You can use --emitYNoYFastq yes with --outSAMtype None to emit FASTQ files without BAM output.

To keep the primary BAM alongside the split files:

STAR \
  ... \
  --emitNoYBAM yes \
  --keepBAM yes \
  --outFileNamePrefix output/

Note: The Y/noY split is a general-purpose core feature developed for MorPHiC requirements for KOLF cell lines. It works with all modes: Flex, single-cell, and bulk RNA-seq. Validated with Flex in both sorted and unsorted modes (see tests/TEST_REPORT_Y_SPLIT_FLEX.md). In single-cell mode, R1/R2 are not traditional paired-end mates, so routing is based on each read's own alignments. In bulk paired-end mode, if either mate has a Y-chromosome alignment, both mates route to _Y.bam.

Required Inputs

Input Description
Flex reference genome Hybrid genome with probe pseudo-chromosomes (see Building References)
CB whitelist 10x barcode whitelist (e.g., 737K-fixed-rna-profiling.txt)
Sample whitelist TSV mapping sample tag sequences to labels
Probe list Gene list from probe set
Sample probe barcodes 10x probe barcode sequences file

Parameters

Master Switch

Flag Default Description
--flex no Enable flex pipeline (yes/no)

Y-Chromosome BAM Split

Flag Default Description
--emitNoYBAM no Enable Y-chromosome BAM splitting (yes/no).
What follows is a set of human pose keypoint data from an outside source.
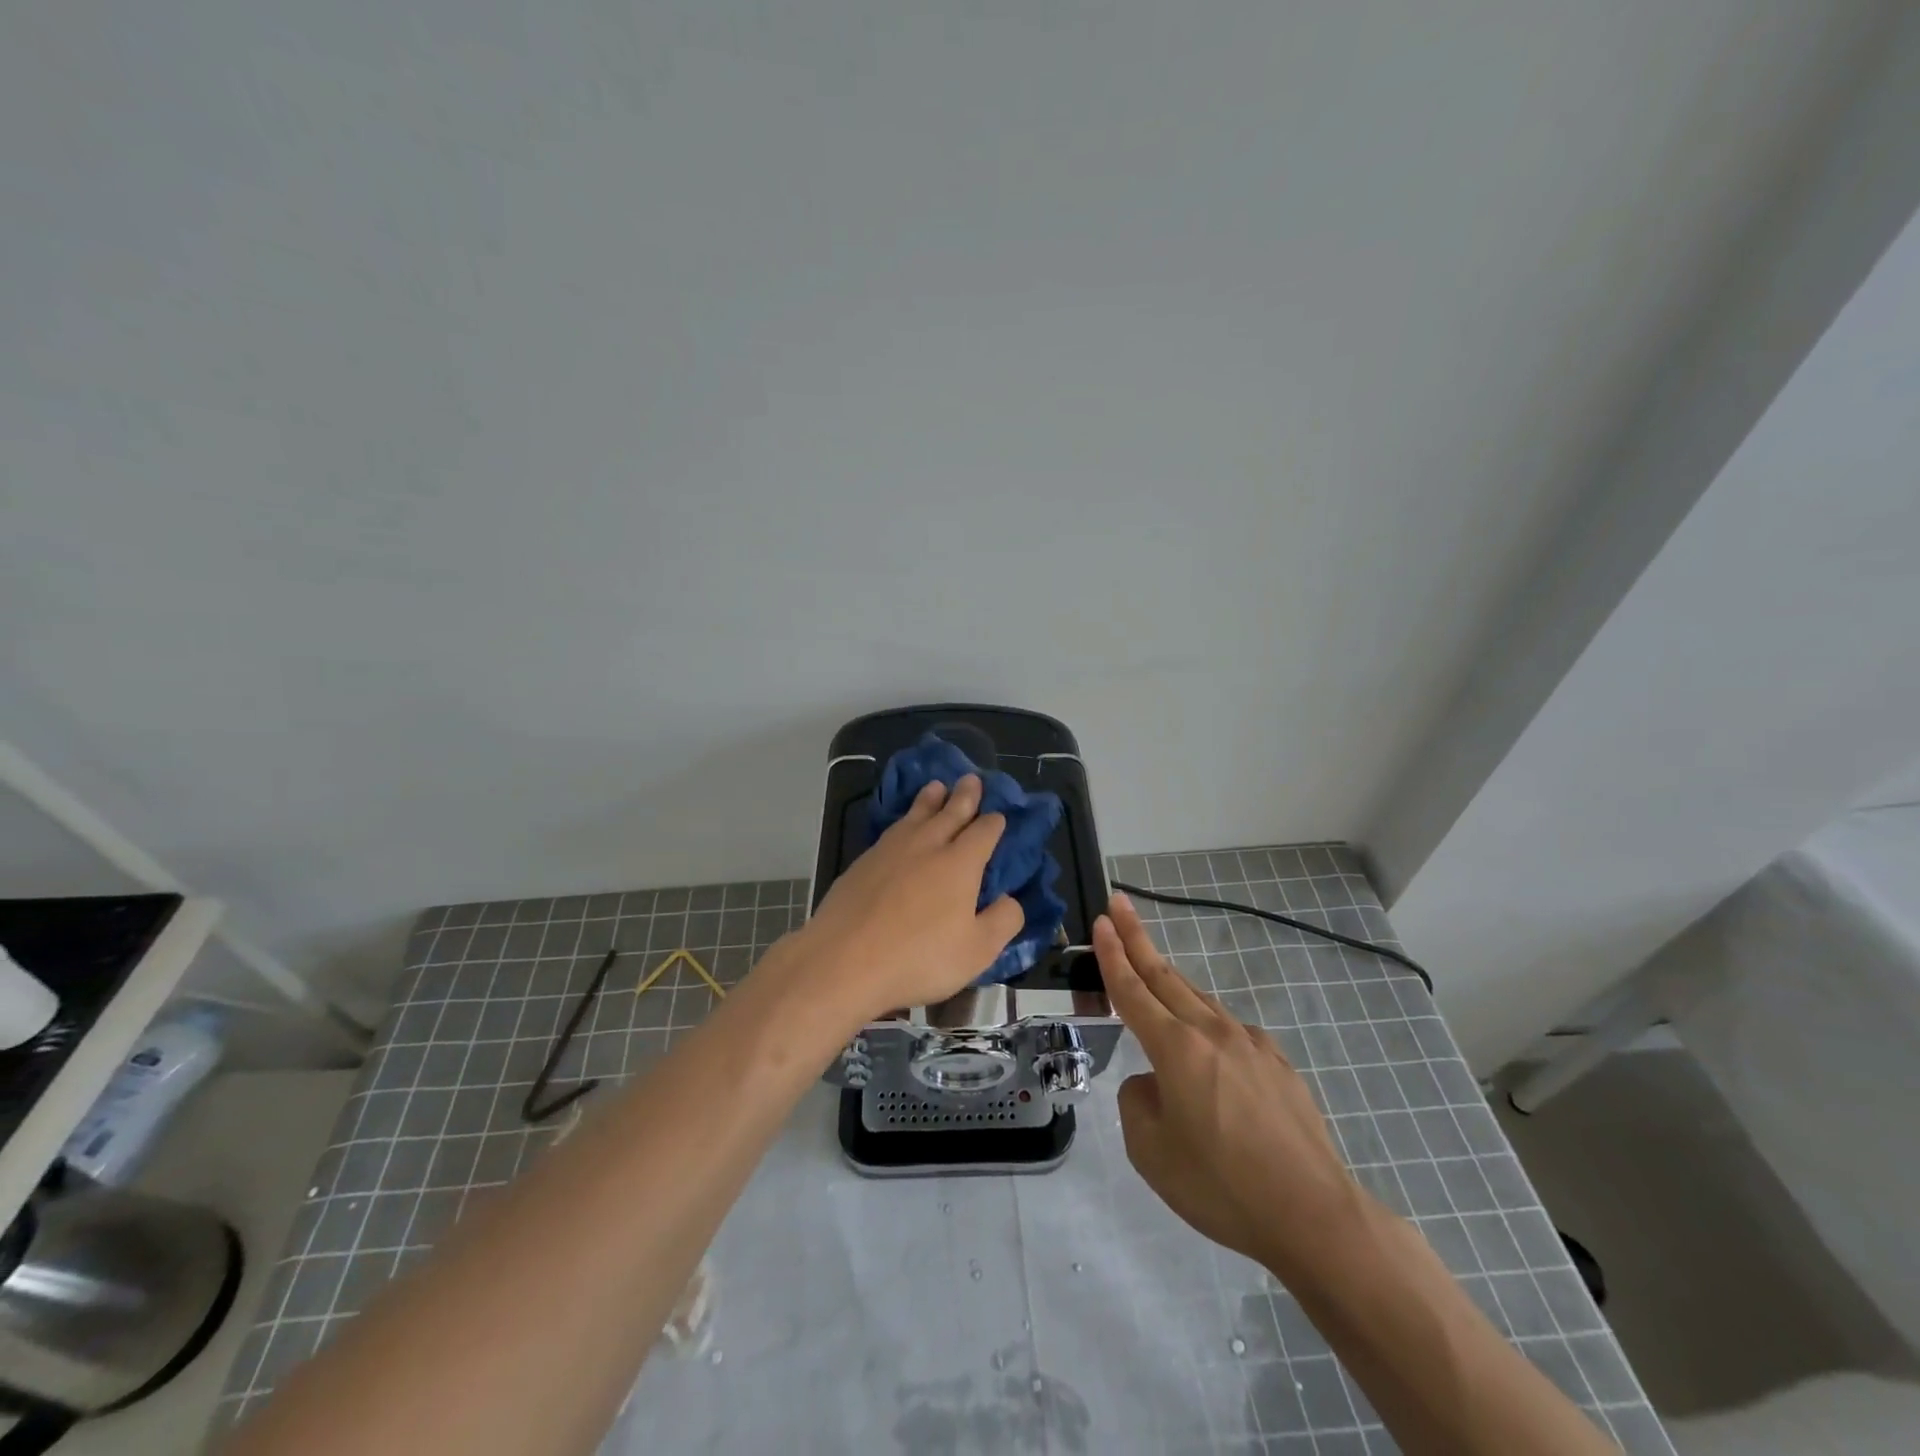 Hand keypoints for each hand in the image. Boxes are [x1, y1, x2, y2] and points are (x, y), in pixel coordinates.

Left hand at [794, 776, 1024, 1023]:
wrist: (844, 959)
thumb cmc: (919, 957)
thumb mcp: (977, 951)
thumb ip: (1002, 921)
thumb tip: (1010, 899)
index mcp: (960, 863)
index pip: (984, 832)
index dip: (994, 823)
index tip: (999, 816)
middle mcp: (928, 845)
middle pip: (951, 812)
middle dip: (965, 796)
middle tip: (971, 779)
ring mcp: (891, 849)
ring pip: (917, 814)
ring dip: (930, 799)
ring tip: (937, 786)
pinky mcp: (864, 861)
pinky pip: (893, 828)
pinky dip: (905, 818)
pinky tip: (902, 825)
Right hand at [1095, 893, 1368, 1276]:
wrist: (1313, 1215)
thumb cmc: (1222, 1187)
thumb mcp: (1151, 1152)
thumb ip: (1137, 1103)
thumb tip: (1151, 1082)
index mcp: (1175, 1049)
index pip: (1132, 990)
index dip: (1112, 954)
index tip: (1101, 920)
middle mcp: (1212, 1033)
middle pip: (1165, 976)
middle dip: (1137, 938)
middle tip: (1118, 905)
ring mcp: (1250, 1045)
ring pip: (1199, 1000)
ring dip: (1170, 979)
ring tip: (1152, 970)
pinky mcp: (1278, 1065)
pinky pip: (1231, 1033)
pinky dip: (1208, 1026)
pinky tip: (1210, 1050)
When enabled, emits two additional BAM files: <out>_noY.bam (reads with no Y-chromosome alignments) and <out>_Y.bam (reads with any Y-chromosome alignment). Primary BAM is suppressed by default unless --keepBAM yes is specified.
--emitYReadNames no Emit list of read names with any Y-chromosome alignment (one per line). Can be used with or without Y/noY BAMs.
--emitYNoYFastq no Emit Y/noY FASTQ files directly during alignment (yes/no).
--emitYNoYFastqCompression gz Compression for Y/noY FASTQ output (gz/none).
--YFastqOutputPrefix - Optional: override output prefix for Y FASTQ files (default: derived from input name; falls back to Y_reads.mateN).
--noYFastqOutputPrefix - Optional: override output prefix for noY FASTQ files (default: derived from input name; falls back to noY_reads.mateN).
--keepBAM no Keep primary BAM output when --emitNoYBAM yes is enabled (yes/no)
--noYOutput - Optional: override default path for noY BAM output (default: <out>_noY.bam)
--YOutput - Optional: override default path for Y BAM output (default: <out>_Y.bam)
--YReadNamesOutput - Optional: override output path for Y read names list (default: <out>Aligned.out_Y.names.txt)

Sample Detection

Flag Default Description
--soloSampleWhitelist - Path to sample tag whitelist TSV
--soloProbeList auto Path to probe gene list (auto-detects from genome index if not specified)
--soloSampleProbes - Path to 10x sample probe barcodes
--soloSampleProbeOffset 0 Offset in read for sample probe sequence
--soloSampleSearchNearby yes Search nearby positions for sample tag
--soloSampleStrictMatch no Require strict match for sample tag

FlexFilter (Cell Calling)

Flag Default Description
--soloFlexExpectedCellsPerTag 0 Expected cells per sample tag
--soloFlexExpectedCellsTotal 0 Total expected cells (alternative to per-tag)
--soloFlexAllowedTags - Optional: restrict to specific sample tags
--soloFlexOutputPrefix - Output prefix for per-sample MEX

EmptyDrops Parameters (Advanced)

Flag Default Description
--soloFlexEdNiters 10000 Monte Carlo simulation iterations
--soloFlexEdFdrThreshold 0 (disabled) FDR threshold for cell calling; if set (>0), FDR gate is used
--soloFlexEdPvalueThreshold 0.05 Raw p-value threshold when FDR gate is disabled (default behavior)
--soloFlexEdLower 100 Lower UMI bound for ambient profile

Output Structure

output/
├── Solo.out/Gene/raw/          # Raw MEX (all barcodes)
│   ├── barcodes.tsv
│   ├── features.tsv
│   └── matrix.mtx
├── per_sample/                  # Per-sample filtered MEX (labels from whitelist)
│   ├── SampleA/Gene/filtered/
│   ├── SampleB/Gene/filtered/
│   └── flexfilter_summary.tsv   # Cell calling statistics
├── Aligned.sortedByCoord.out_Y.bam      # Y-chromosome reads (if --emitNoYBAM yes)
└── Aligned.sortedByCoord.out_noY.bam    # Non-Y reads (if --emitNoYBAM yes)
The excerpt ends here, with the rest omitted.